A butterfly fluttered past and – surprisingly – landed close by and stayed in one place with its wings outstretched. Although it was looking rather tatty it could fly well. I think this is a Gold-spotted Sylph (Metisella metis) but definitely one of the Metisella species, known as sylphs and classed as skipper butterflies.
Not a butterfly but a member of the Sarcophagidae family of flies, known as flesh flies. If we drop any anti-fly prejudices, we might see that actually it is very good-looking. Some Sarcophagidae species eat decaying organic matter of animal origin, including faeces, where the female may deposit live larvae. Some species are parasitoids of wasps and bees, and others feed on the prey of spiders or wasps, and some species on termites or on locust egg pods. There are 157 species of Sarcophagidae flies in southern Africa (2029 Picker: 356).
Also not granted a good press are blowflies, members of the Calliphoridae family. In some species adults, especially the females, are attracted to decaying flesh and faeces, where the maggot-like larvae develop. However, adult males are often nectar feeders, playing a role as pollinators. And some species in the family are associated with termite or ant nests. There are about 152 known species of Calliphoridae flies in southern Africa (2029 Picker: 354).
Without blowflies and their larvae to help dispose of carrion and other rotting matter, where would we be? And in addition, the contribution of flies as pollinators is often overlooked as is the role of parasitoid flies in controlling numbers of other insects, many of which we consider to be agricultural pests.

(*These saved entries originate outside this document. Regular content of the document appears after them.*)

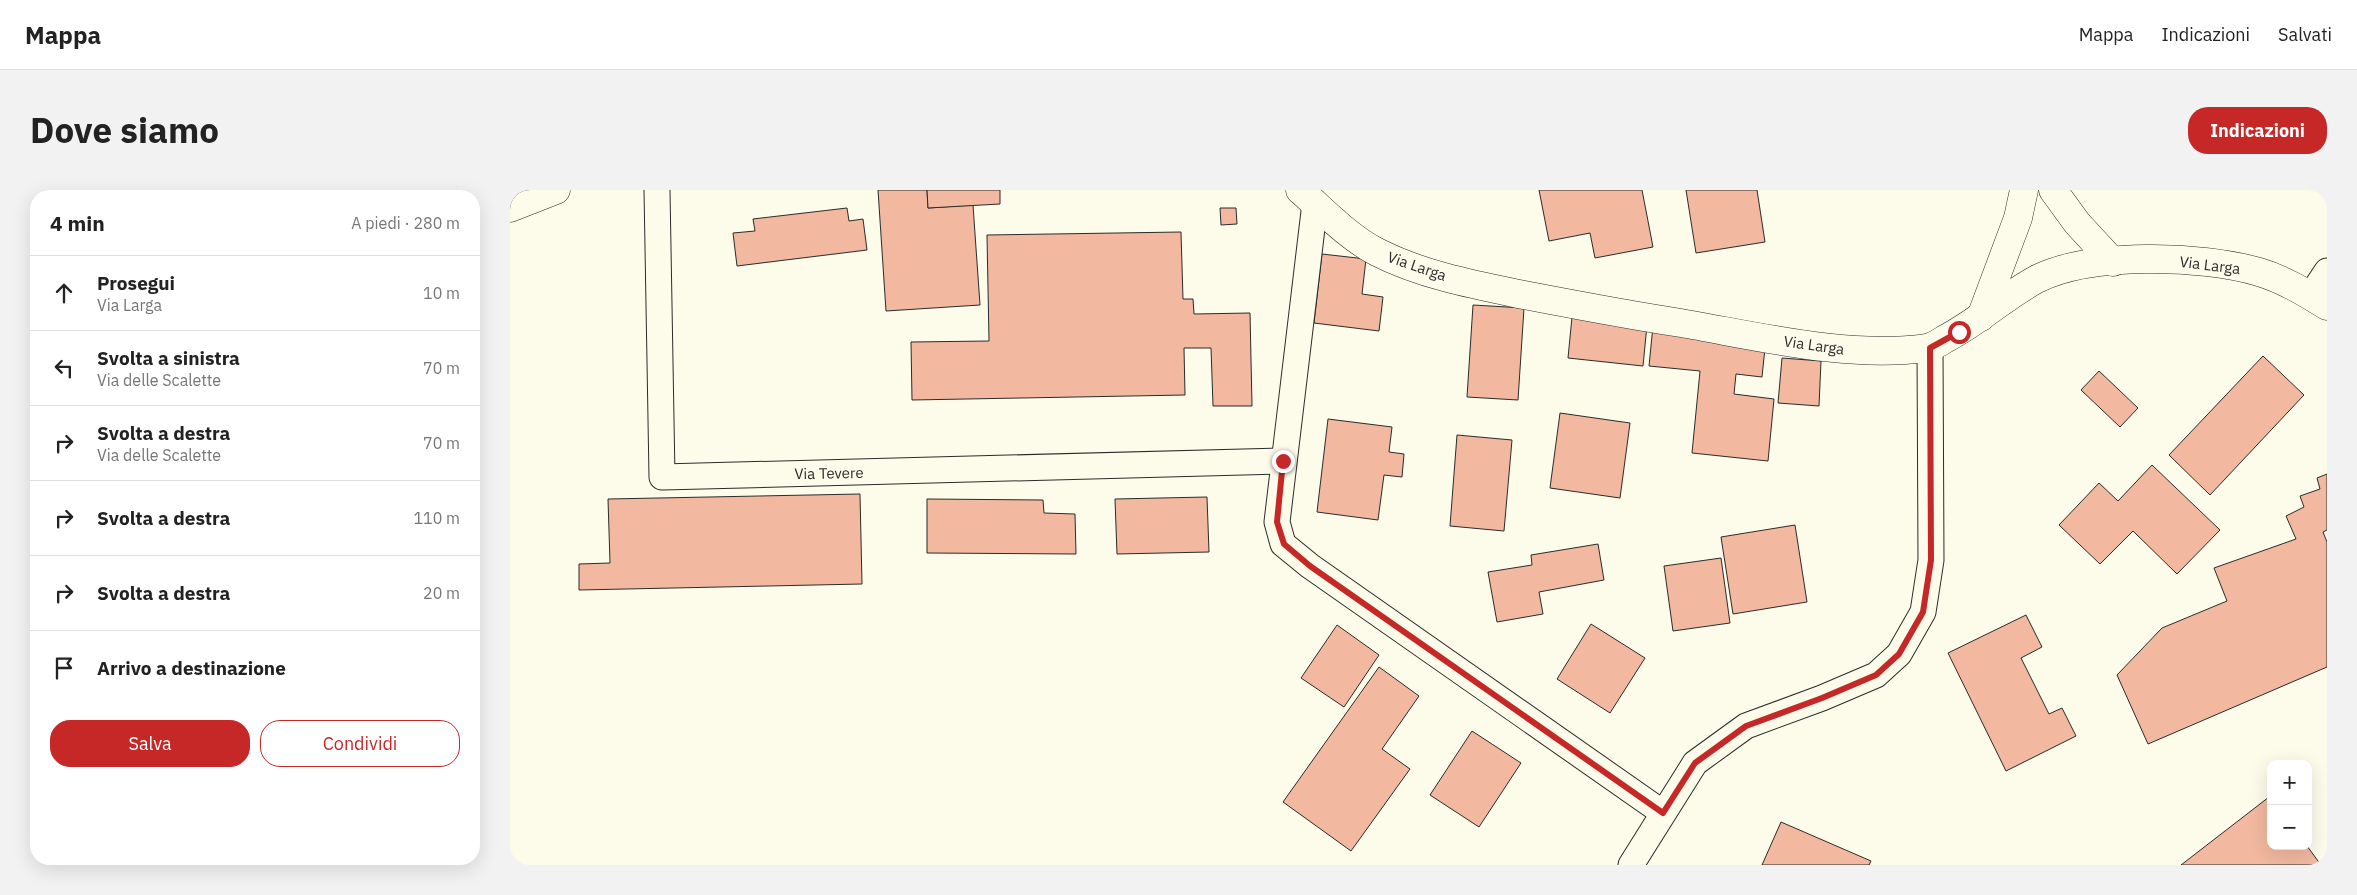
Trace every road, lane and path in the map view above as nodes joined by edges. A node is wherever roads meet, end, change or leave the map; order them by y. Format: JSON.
{"nodes":[{"id":1,"x":556,"y":190,"type":"edge"},
{"id":2,"x":657,"y":190,"type":"edge"},
{"id":3,"x":2024,"y":190,"type":"edge"},
{"id":4,"x":2053,"y":190,"type":"edge"},
{"id":5,"x":1308,"y":196,"type":"edge"},
{"id":6,"x":510,"y":208,"type":"edge"},
{"id":7,"x":2113,"y":262,"type":"junction"},
{"id":8,"x":2327,"y":271,"type":"edge"},
{"id":9,"x":2319,"y":301,"type":"edge"},
{"id":10,"x":1981,"y":317,"type":"junction"},
{"id":11,"x":1930,"y":348,"type":"junction"},
{"id":12,"x":1283,"y":461,"type":"junction"},
{"id":13,"x":1663,"y":813,"type":"junction"},
{"id":14,"x":1631,"y":865,"type":"edge"}],
"edges":[{"from":1,"to":6,"type":"street"},
{"from":2,"to":12,"type":"street","name":"Via Tevere"},
{"from":3,"to":10,"type":"street"},
{"from":4,"to":7,"type":"street"},
{"from":5,"to":11,"type":"street","name":"Via Larga"},
{"from":5,"to":12,"type":"street"},
{"from":7,"to":9,"type":"street","name":"Via Larga"},
{"from":7,"to":10,"type":"street","name":"Via Larga"},
{"from":8,"to":9,"type":"street"},
{"from":10,"to":11,"type":"street","name":"Via Larga"},
{"from":11,"to":13,"type":"street"},
{"from":12,"to":13,"type":"street"},
{"from":13,"to":14,"type":"street"}]}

For other aspects of flies see my previous posts bubble blowing flies and flies as pollinators.
While scrutinizing the flowers on a Forest Pink Hibiscus (Hibiscus pedunculatus) in the garden, I was hugely surprised to see an assassin bug feeding on an apparently fresh and juicy caterpillar. A very busy ant was in attendance scurrying about and entering and leaving though some perfectly round holes eaten into the petals – presumably by the caterpillar before it was captured.
The assassin bug family, Reduviidae, is a large and cosmopolitan grouping of ambush hunters. In southern Africa all species are predatory (not blood suckers as some species in South America are). They use their long curved beak (rostrum) to swiftly stab their prey and then inject a paralysing substance that also liquefies the innards of the prey item. The assassin bug then sucks up a liquid meal. They prey on a variety of species, and depending on the type of assassin bug they might target millipedes, stinkbugs, honey bees, ants, butterflies, wasps or other insects, with some preying on caterpillars as we can see.

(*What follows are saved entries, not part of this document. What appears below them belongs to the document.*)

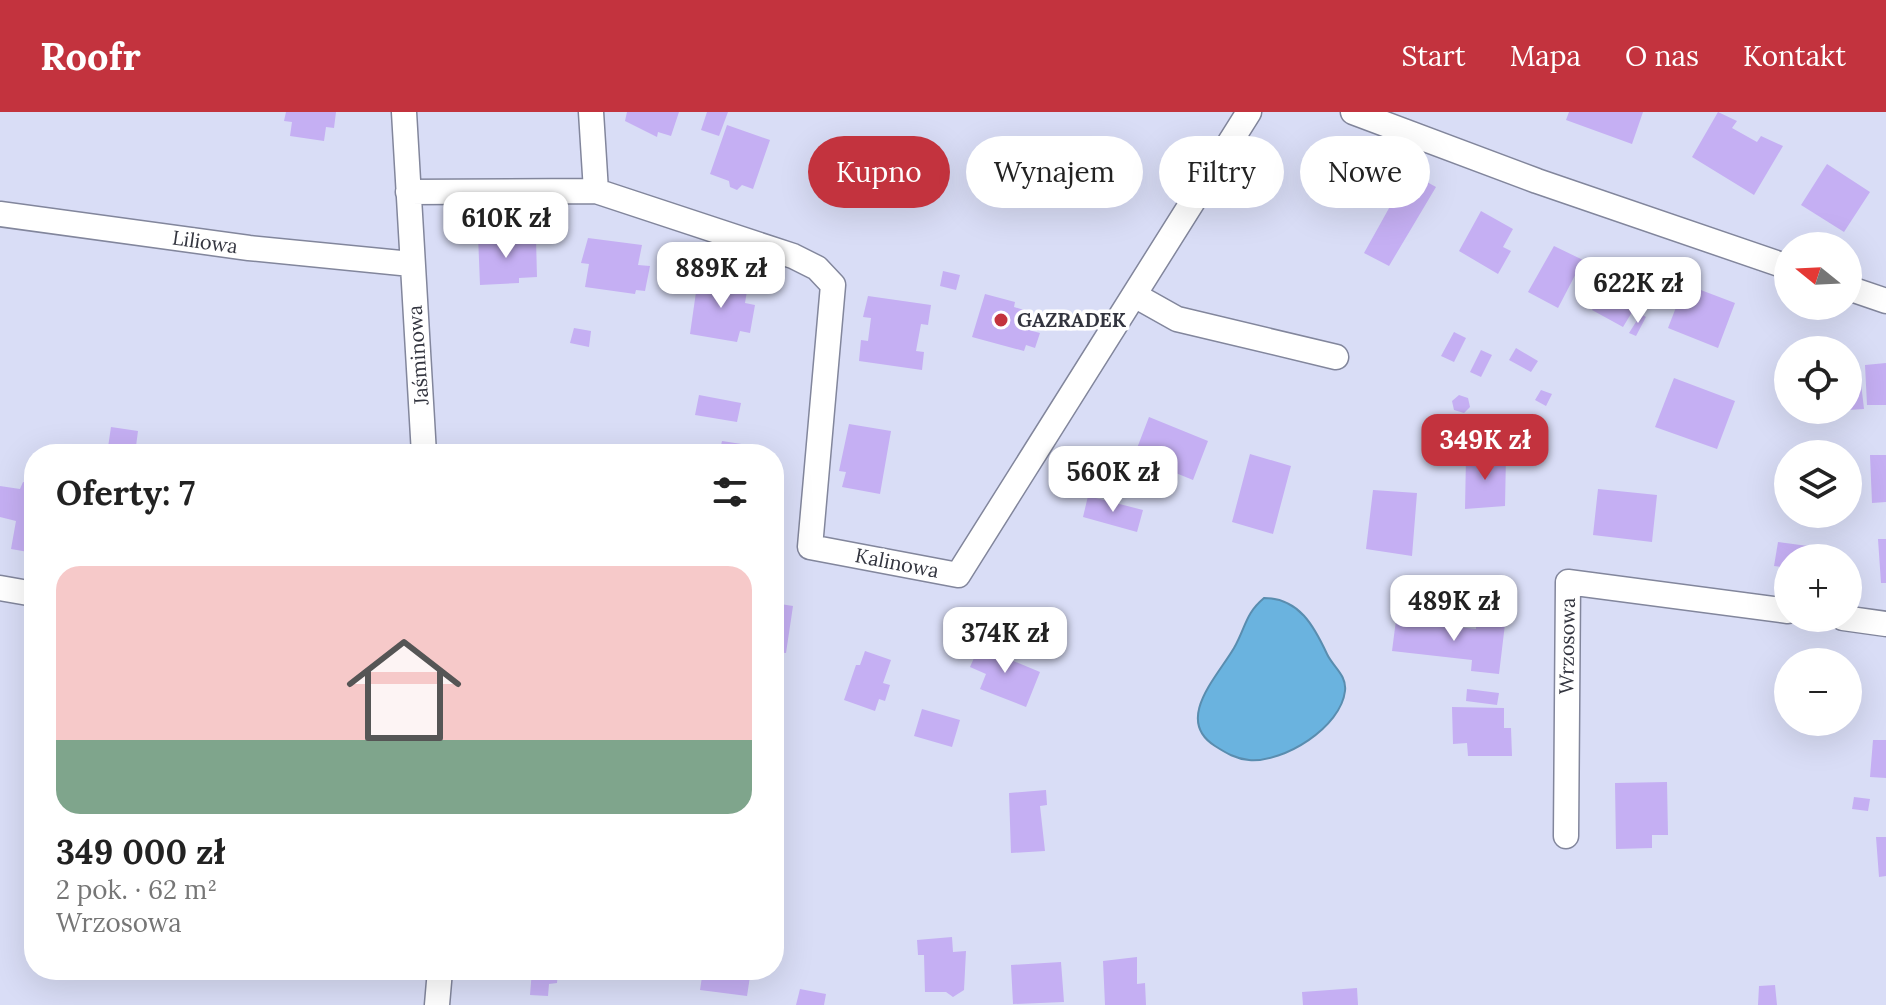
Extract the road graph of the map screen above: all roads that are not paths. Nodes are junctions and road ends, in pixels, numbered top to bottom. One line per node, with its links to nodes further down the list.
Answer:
1 (404, 112): 6 (street, Jaśminowa)
2 (591, 112): 5 (street)
3 (1249, 112): 11 (street, Kalinowa)
4 (1353, 112): 8 (street)
5 (596, 191): 6 (street, Kalinowa); 11 (street, Kalinowa)
6 (408, 192): 9 (street, Jaśminowa)
7 (0, 214): 9 (street, Liliowa)
8 (1774, 262)
9 (411, 264): 14 (street, Jaśminowa)
10 (1862, 293): 12 (street)
11 (1136, 296): 13 (street)
12 (1886, 301)
13 (1336, 357)
14 (423, 444)
15 (0, 588): 16 (street)
16 (24, 592)
17 (1774, 609): 20 (street, Wrzosowa)
18 (1862, 621): 19 (street)
19 (1886, 624)
20 (1566, 836)
21 (439, 980): 22 (street)
22 (437, 1005)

My second surprise on watching the deadly process was that this assassin bug demonstrated a ‘look ma no hands’ technique while sucking its prey dry.
Initially I though this must be a Flower Assassin (Rhynocoris segmentarius) but then I thought its paler stripes are not yellow enough (I did not see its back). As there are about 475 species of assassin bugs in southern Africa it is impossible to guess at the ID!

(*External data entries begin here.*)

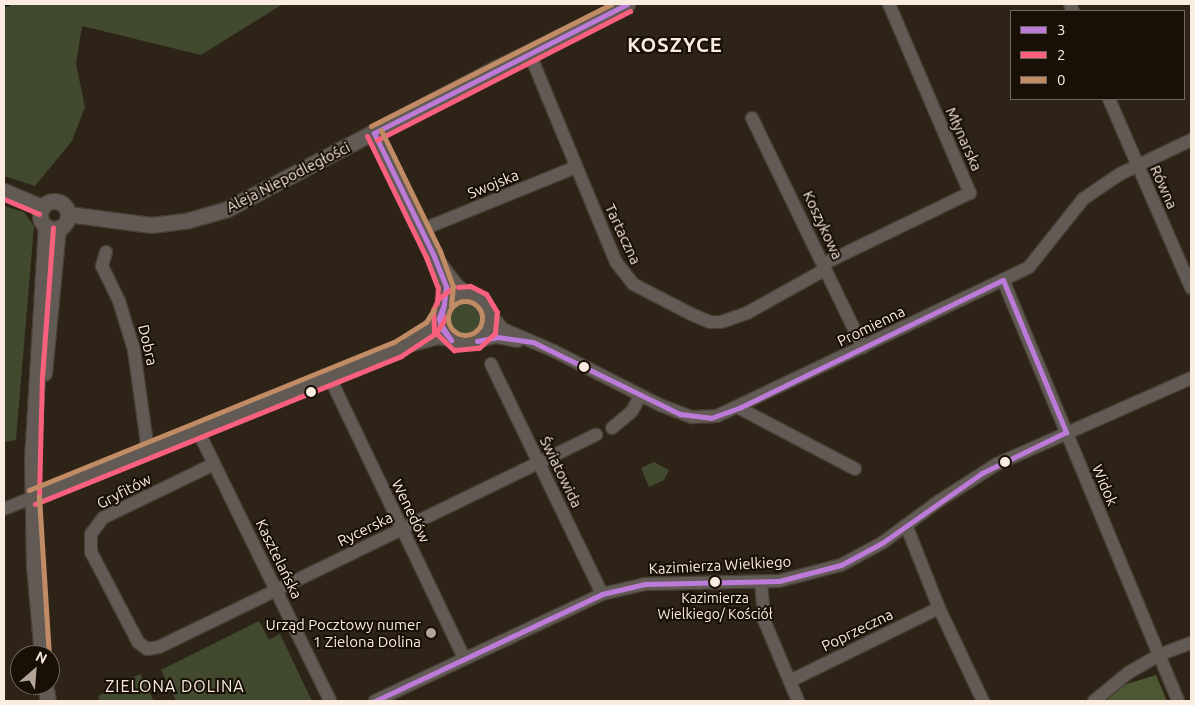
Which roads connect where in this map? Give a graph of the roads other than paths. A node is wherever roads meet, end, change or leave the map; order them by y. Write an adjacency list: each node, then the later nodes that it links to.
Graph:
1 (627, 4): 3 (street, Aleja Niepodległości)
2 (893, 5): 17 (street, Młynarska)
3 (529, 52): 6 (street, Aleja Niepodległości); 8 (street, Tartaczna)
4 (1110, 100): 9 (street, Równa)
5 (752, 118): 17 (street, Koszykowa)
6 (374, 133): 12 (street, Aleja Niepodległości); 14 (street)
7 (1191, 140): 9 (street, Promienna)
8 (576, 167): 14 (street, Swojska); 17 (street, Tartaczna)
9 (1138, 167): 18 (street, Promienna); 19 (street, Równa)
10 (4, 191): 11 (street)
11 (42, 207): 12 (street); 13 (street)
12 (68, 214): 13 (street)
13 (52, 227): 41 (street)
14 (421, 230): 16 (street)
15 (106, 252): 37 (street, Dobra)
16 (433, 254): 20 (street); 21 (street)
17 (825, 266): 26 (street, Koszykowa)
18 (1003, 280): 26 (street, Promienna); 35 (street, Widok)
19 (1191, 288)
20 (468, 294): 21 (street); 22 (street)
21 (442, 309): 23 (street); 27 (street)
22 (490, 314): 24 (street); 25 (street, Promienna)
23 (451, 340): 24 (street); 27 (street)
24 (477, 341): 25 (street, Promienna)
25 (533, 342): 31 (street, Promienna)
26 (863, 348): 32 (street, Promienna)
27 (398, 349): 29 (street)
28 (491, 364): 38 (street, Światowida)
29 (330, 378): 34 (street); 44 (street, Wenedów)
30 (1191, 378): 35 (street, Kazimierza Wielkiego)
31 (641, 395): 32 (street, Promienna); 33 (street)
32 (739, 408): 40 (street)
33 (612, 428)
34 (198, 431): 37 (street); 39 (street, Kasztelańska)
35 (1066, 432): 43 (street, Kazimierza Wielkiego); 52 (street, Widok)
36 (596, 435): 38 (street, Rycerska)
37 (148, 451): 41 (street)
38 (538, 462): 44 (street, Rycerska); 47 (street, Światowida)
39 (214, 464): 46 (street, Kasztelańska); 51 (street, Gryfitów)
40 (855, 468)
41 (32, 497): 42 (street); 50 (street)
42 (4, 509)
43 (906, 526): 45 (street, Kazimierza Wielkiego); 48 (street)
44 (402, 528): 46 (street, Rycerska); 53 (street, Wenedów)
45 (761, 582): 47 (street, Kazimierza Wielkiego); 54 (street)
46 (276, 590): 51 (street, Rycerska); 55 (street, Kasztelańska)
47 (602, 594): 53 (street, Kazimierza Wielkiego)
48 (939, 608): 54 (street, Poprzeczna); 58 (street)
49 (1191, 644): 52 (street)
50 (41, 645)
51 (147, 649)
52 (1159, 655): 59 (street); 60 (street, Widok)
53 (464, 658): 56 (street, Kazimierza Wielkiego)
54 (790, 682): 57 (street)
55 (330, 701)
56 (375, 701)
57 (798, 701)
58 (983, 701)
59 (1094, 701)
60 (1178, 701)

While I was sitting on the ground watching the assassin bug a small group of Vervet monkeys passed by in the trees, looking rather surprised to see me seated in one spot in a rather unlikely place. The above photo is a bit of a cheat as I did not take it at the time. This one I took through a window at quite a distance. Serendipitously, I was able to photograph a youngster requesting that its mother share the green fruit she was eating. Happily, the mother complied.
I was rather surprised to see the large tummy this skink was sporting. Although many skinks are svelte, some of them are rather broad in the beam, but it is not often one sees that impressive belly droop. It is likely that this skink was pregnant. This would be a member of the Trachylepis genus. For more about these lovely lizards see my post Likeable lizards: Striped skinks in the garden
I was surprised to see the vividness that the blue of the flowers of a Plectranthus took on in the relative gloom of dusk. I think this is the Large Spur Flower Bush (Plectranthus ecklonii), a plant of the forest understorey.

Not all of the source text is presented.